Role: Service Reliability Engineer
Emp Type: Permanent Job
Interview: Phone/Skype
Work Location: Cincinnati / Minneapolis / NYC area. Open to Travel
Responsibilities
• Ensure the reliability of the IT environment (Application & Infrastructure), Fault layer isolation in case of a Major Incident in a production environment and troubleshooting the root cause across the entire stack (application to infrastructure)
• Assessing any environmental change in the production environment from the perspective of its impact on the reliability of the environment
• Create/update/review runbooks, troubleshooting check-lists incident response reports, postmortem reports, and root cause analysis.
• Identifying opportunities of automation in routine operational activities viz. health-checks, eyes-on-glass monitoring, deployment scripts, configuration management scripts
• Using predictive modelling to do capacity planning of business systems by correlating business workloads and system usage
• Training & grooming aspiring Reliability Engineers
Basic Qualifications:
• BS Degree in engineering, science, mathematics, information systems or computer science
• 7- 10 yrs. experience working in a managing IT production support application and infrastructure preferably as a Reliability Engineer or a Performance Engineer of IT systems
Must Have Skills
• Familiarity with business systems (COTS and bespoke), integration patterns and underlying infrastructure architecture, cloud platforms, IaaS, PaaS, SaaS, SoA, Microservices, API, Containerization, Big Data Technologies, Network architectures etc.

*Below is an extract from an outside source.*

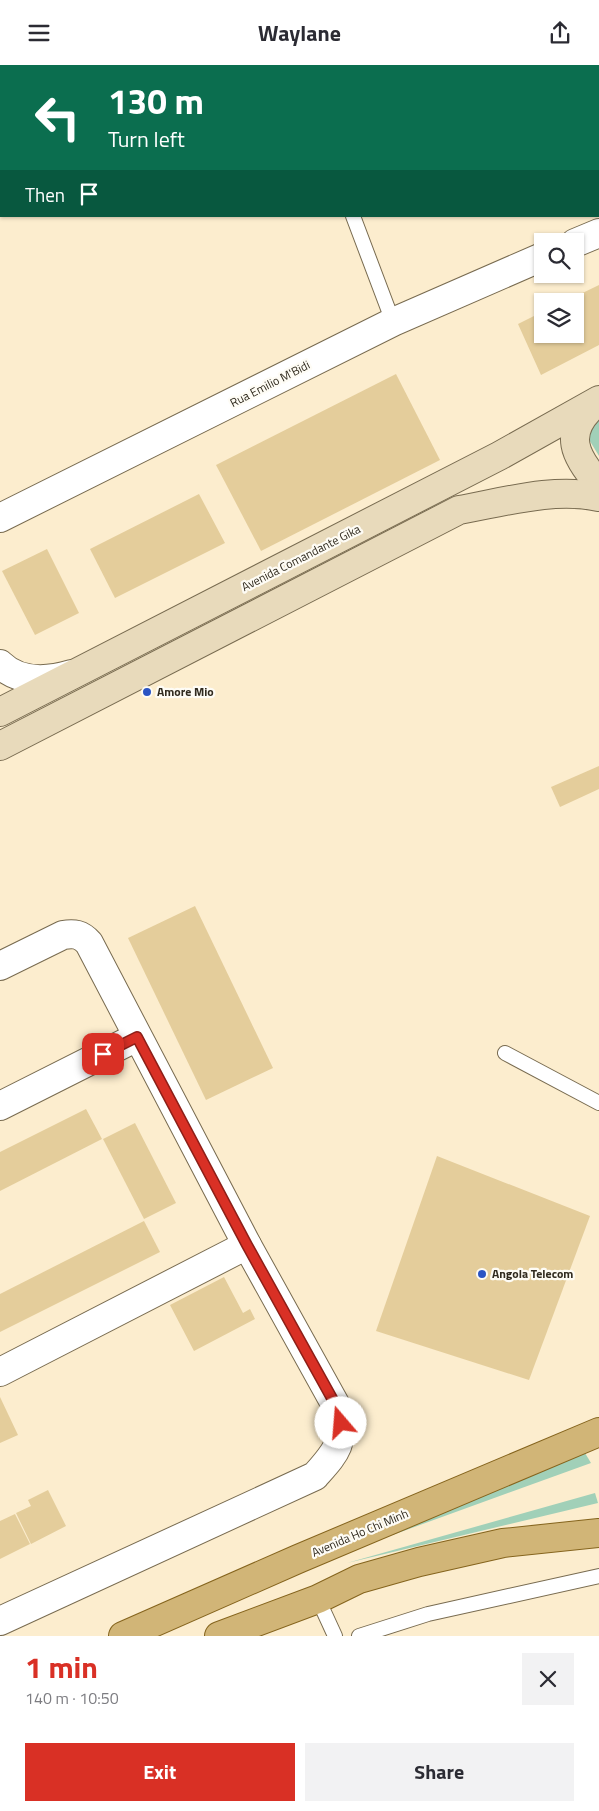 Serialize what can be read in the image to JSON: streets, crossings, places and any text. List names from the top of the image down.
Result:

• Good troubleshooting skills across application & infrastructure, familiarity with different types of system logs and Error Messages/ Code and its interpretation.
• Ability to do fault layer isolation across the application and infrastructure stack to identify hot spots/ issues in terms of capacity, performance, high availability etc.
• Understanding of Service Level Indicators, Service Level objectives and Error budgets for managing Reliability of systems
• Have a familiarity with Java, Python, Powershell
• Strong communication skills (written, verbal, and listening) with the ability to communicate effectively with stakeholders of varying technical expertise
• Tools Hands on Knowledge
o Systems monitoring, alerting and analytics (Nagios, Solarwinds, Dynatrace, NewRelic, AppDynamics, Splunk ITSI, ELK stack, Kafka, Sumologic etc)
o Configuration management tools like Chef, Puppet, Ansible
o Orchestration Tools like Automic Service Orchestration, Ayehu eyeShare, CA Workload Administrator etc
o Virtualization and containers (Xen, KVM, Docker, etc), and Storage (NFS, SANs, RAID, lvm)
o DevOps tools (Bit bucket, Jenkins, Jules, Automated deployment tools) with CICD capabilities
Good to have skills
• TOGAF certification